Jamie kicks the door behind him and reaches out with one hand to hook the chain in its catch. ‘Come on, sit up,’ he says, extending his hand. If you only had a recording of his voice to go by, you’d say he sounded concerned. I ignore his hand, put my palms on the floor and heave myself up into a sitting position, legs either side of my bump, hands checking for movement inside me. One baby kicks, then the other. My splintered joints aside, I feel . . . ok. Intact, physically at least. ‘All the way up, there you go.’ As I use the banister to pull myself up to my knees, there’s a flash of colour and I understand why Beth is doing what he says. The knife pressed close to her side is short in the handle but long in the blade, a gleaming steel mirror that catches the stained glass in my front door and throws kaleidoscope patterns on the walls. His hand is as steady as his voice as he says, ‘There you go, Laura. No harm done.’
Beth speaks to me in a whisper even though he’s closer to her than I am. ‘I’m so sorry, I don’t know what’s going on, he’s not supposed to be out, he—’
‘Let’s do this somewhere a bit more comfortable, shall we?’ says Jamie affably, looking around my house like he’s an estate agent sizing it up. ‘You should be comfortable in your condition. Where’s your kitchen table?’

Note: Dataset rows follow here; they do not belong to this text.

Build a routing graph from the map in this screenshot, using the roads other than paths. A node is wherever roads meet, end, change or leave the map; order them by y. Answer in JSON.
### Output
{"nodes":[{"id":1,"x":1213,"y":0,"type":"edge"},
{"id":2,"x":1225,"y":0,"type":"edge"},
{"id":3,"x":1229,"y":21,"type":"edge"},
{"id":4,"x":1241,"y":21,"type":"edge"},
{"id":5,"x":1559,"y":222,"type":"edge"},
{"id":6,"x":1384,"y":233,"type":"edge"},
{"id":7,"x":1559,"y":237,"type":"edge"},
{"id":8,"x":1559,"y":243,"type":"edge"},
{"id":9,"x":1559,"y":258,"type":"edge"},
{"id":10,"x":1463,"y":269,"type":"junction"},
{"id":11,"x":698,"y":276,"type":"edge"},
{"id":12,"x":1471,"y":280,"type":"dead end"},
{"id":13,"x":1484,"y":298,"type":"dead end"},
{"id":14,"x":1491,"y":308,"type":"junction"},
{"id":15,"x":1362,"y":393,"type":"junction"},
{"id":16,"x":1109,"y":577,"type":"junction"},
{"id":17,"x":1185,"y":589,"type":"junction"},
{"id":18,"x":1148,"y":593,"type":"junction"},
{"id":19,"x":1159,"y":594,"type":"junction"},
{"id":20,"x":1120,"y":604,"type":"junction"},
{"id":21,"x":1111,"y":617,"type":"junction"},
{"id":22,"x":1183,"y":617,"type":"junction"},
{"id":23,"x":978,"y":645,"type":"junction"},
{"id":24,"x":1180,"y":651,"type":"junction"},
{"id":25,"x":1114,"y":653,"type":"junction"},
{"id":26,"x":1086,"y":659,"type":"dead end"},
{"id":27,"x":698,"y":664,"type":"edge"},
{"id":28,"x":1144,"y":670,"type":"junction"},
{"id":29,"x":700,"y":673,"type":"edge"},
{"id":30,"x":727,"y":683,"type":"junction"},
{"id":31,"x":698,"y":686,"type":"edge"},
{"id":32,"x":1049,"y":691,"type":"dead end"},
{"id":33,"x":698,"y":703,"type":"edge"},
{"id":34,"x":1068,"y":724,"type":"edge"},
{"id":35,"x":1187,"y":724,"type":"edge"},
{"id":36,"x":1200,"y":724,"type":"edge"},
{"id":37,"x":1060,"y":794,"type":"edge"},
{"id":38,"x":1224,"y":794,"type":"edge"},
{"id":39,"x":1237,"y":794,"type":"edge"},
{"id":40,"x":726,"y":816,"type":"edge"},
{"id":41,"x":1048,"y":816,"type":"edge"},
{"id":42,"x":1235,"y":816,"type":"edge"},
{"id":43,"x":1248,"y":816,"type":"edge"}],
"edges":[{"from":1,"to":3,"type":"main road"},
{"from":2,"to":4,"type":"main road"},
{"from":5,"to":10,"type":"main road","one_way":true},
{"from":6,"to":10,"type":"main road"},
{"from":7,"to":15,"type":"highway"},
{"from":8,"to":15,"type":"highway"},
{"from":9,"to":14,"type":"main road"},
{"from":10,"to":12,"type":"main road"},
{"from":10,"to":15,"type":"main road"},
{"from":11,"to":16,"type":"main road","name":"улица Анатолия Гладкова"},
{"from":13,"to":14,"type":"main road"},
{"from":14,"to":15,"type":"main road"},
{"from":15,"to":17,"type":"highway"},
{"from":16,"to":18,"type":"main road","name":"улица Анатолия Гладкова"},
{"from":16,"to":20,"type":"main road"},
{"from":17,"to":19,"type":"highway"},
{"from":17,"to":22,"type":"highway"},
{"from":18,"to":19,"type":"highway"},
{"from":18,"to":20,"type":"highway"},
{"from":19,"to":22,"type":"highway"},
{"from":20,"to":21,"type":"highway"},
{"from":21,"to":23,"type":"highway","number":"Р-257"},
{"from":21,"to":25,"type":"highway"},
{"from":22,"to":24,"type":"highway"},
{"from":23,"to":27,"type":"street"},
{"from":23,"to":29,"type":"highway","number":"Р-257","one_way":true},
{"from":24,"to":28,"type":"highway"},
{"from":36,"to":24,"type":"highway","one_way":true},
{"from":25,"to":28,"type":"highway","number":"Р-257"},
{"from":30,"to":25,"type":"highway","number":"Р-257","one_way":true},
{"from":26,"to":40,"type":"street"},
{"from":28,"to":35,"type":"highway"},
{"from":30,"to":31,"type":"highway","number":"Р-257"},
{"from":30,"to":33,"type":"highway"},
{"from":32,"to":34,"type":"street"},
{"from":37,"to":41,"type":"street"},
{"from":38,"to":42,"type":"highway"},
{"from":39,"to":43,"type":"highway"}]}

Of course I can’t help my eyes travelling towards the little flight of stairs. He uses the tip of the blade to steer Beth away from the front door and down the hallway. ‘If you could just both make your way down there,’ he says, and then, ‘Your faces! Really, don’t worry! It’s just a bit of outstanding admin.’ His tone is the one he used at first on Lizard Point: matey and authoritative. Everything is fine as long as it’s under Jamie’s control. But if he could control himself, he wouldn’t be here. I have experienced how quickly Jamie Balcombe can flip between these two selves. The knowledge sharpens the knife.